Murphy - Samuel Beckett

Thought I'd review this as so few have, and this is Beckett's first, best, and funniest novel.

 


Many people think of Beckett's characters, and they come up with something like this:

 


     description

 


These post-apocalyptic, hollowed-out characters sitting around in the blank landscapes of Beckett's plays have been blasted to hell and back; they patiently accept whatever happens to them and seem to be waiting for some form of grace.

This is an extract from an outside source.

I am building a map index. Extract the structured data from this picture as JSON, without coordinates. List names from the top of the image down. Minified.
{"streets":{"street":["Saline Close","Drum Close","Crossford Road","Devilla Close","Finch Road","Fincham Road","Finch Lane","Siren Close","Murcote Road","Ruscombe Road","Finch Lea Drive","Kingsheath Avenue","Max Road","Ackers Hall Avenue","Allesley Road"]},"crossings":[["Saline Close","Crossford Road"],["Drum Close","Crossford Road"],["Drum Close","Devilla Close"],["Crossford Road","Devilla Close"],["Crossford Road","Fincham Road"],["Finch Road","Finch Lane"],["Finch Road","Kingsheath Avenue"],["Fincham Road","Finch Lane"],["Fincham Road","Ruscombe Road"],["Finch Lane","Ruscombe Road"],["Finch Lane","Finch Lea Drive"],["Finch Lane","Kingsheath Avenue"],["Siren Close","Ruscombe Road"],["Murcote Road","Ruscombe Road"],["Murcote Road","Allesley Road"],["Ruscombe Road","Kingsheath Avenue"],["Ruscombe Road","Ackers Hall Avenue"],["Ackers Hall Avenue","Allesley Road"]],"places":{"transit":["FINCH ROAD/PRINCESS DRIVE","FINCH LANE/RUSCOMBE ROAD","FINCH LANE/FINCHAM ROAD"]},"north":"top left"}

In contrast, Murphy (the title character of the novel) isn't going anywhere, but he couldn't be happier. Unlike so many of the characters in Beckett's plays, Murphy is bursting with life. He might be one hell of an odd duck, but he's alive and hopping. Murphy has no desire to be housebroken by society or to parcel out his days and nights as productively as a character like Robinson Crusoe. Murphy isn't alarmed by the void that sends Lucy Snowe (Villette) into a near frenzy, but rather seeks out these unstructured spaces actively.

To achieve personal bliss, Murphy sits tied--by seven scarves--and naked "in his rocking chair of undressed teak, guaranteed not to crack, warp, shrink, corrode, or creak at night." This rather bizarre arrangement works to give his body pleasure and "free his mind": "For it was not until his body was appeased that he could come alive in his mind....And life in his mind gave him pleasure, such pleasure that pleasure was not the word."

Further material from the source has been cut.